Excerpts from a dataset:
•••
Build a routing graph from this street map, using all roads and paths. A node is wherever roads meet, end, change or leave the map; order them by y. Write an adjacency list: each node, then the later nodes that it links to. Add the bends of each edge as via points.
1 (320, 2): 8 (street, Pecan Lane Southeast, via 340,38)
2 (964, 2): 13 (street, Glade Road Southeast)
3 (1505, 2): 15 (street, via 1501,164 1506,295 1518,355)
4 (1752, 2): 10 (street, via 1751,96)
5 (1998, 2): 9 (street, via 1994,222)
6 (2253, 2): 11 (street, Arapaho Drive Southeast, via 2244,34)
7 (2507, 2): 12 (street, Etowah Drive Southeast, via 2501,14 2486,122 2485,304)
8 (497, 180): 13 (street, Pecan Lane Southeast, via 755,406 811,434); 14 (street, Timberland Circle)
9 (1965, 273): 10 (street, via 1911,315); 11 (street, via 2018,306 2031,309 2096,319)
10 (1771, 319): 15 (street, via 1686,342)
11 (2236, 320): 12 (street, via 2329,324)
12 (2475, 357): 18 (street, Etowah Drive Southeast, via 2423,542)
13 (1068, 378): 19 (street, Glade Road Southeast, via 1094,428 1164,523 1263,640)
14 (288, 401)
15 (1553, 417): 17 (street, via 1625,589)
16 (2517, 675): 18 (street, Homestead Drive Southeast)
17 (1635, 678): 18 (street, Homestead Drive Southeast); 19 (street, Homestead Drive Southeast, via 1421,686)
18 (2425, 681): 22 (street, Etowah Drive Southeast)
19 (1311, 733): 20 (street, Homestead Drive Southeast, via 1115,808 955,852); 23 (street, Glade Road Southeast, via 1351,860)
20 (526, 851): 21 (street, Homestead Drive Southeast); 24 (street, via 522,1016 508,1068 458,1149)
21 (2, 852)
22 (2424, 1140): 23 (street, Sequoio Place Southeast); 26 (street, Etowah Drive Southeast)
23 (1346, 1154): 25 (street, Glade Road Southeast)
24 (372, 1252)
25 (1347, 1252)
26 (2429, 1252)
•••
• **Exercise aim**
All of the data above should be written out again word for word.

• **Answer for the task**
Build a routing graph from this street map, using all roads and paths. A node is wherever roads meet, end, change or leave the map; order them by y. Write an adjacency list: each node, then the later nodes that it links to. Add the bends of each edge as via points.
1 (320, 2): 8 (street, Pecan Lane Southeast, via 340,38)
2 (964, 2): 13 (street, Glade Road Southeast)
3 (1505, 2): 15 (street, via 1501,164 1506,295 1518,355)
4 (1752, 2): 10 (street, via 1751,96)
5 (1998, 2): 9 (street, via 1994,222)
6 (2253, 2): 11 (street, Arapaho Drive Southeast, via 2244,34)
7 (2507, 2): 12 (street, Etowah Drive Southeast, via 2501,14 2486,122 2485,304)
8 (497, 180): 13 (street, Pecan Lane Southeast, via 755,406 811,434); 14 (street, Timberland Circle)
9 (1965, 273): 10 (street, via 1911,315); 11 (street, via 2018,306 2031,309 2096,319)
10 (1771, 319): 15 (street, via 1686,342)
11 (2236, 320): 12 (street, via 2329,324)
12 (2475, 357): 18 (street, Etowah Drive Southeast, via 2423,542)
13 (1068, 378): 19 (street, Glade Road Southeast, via 1094,428 1164,523 1263,640)
14 (288, 401)
15 (1553, 417): 17 (street, via 1625,589)
16 (2517, 675): 18 (street, Homestead Drive Southeast)
17 (1635, 678): 18 (street, Homestead Drive Southeast); 19 (street, Homestead Drive Southeast, via 1421,686)
18 (2425, 681): 22 (street, Etowah Drive Southeast)
19 (1311, 733): 20 (street, Homestead Drive Southeast, via 1115,808 955,852); 23 (street, Glade Road Southeast, via 1351,860)
20 (526, 851): 21 (street, Homestead Drive Southeast); 24 (street, via 522,1016 508,1068 458,1149)
21 (2, 852)
22 (2424, 1140): 23 (street, Sequoio Place Southeast); 26 (street, Etowah Drive Southeast)
23 (1346, 1154): 25 (street, Glade Road Southeast)
24 (372, 1252)
25 (1347, 1252)
26 (2429, 1252)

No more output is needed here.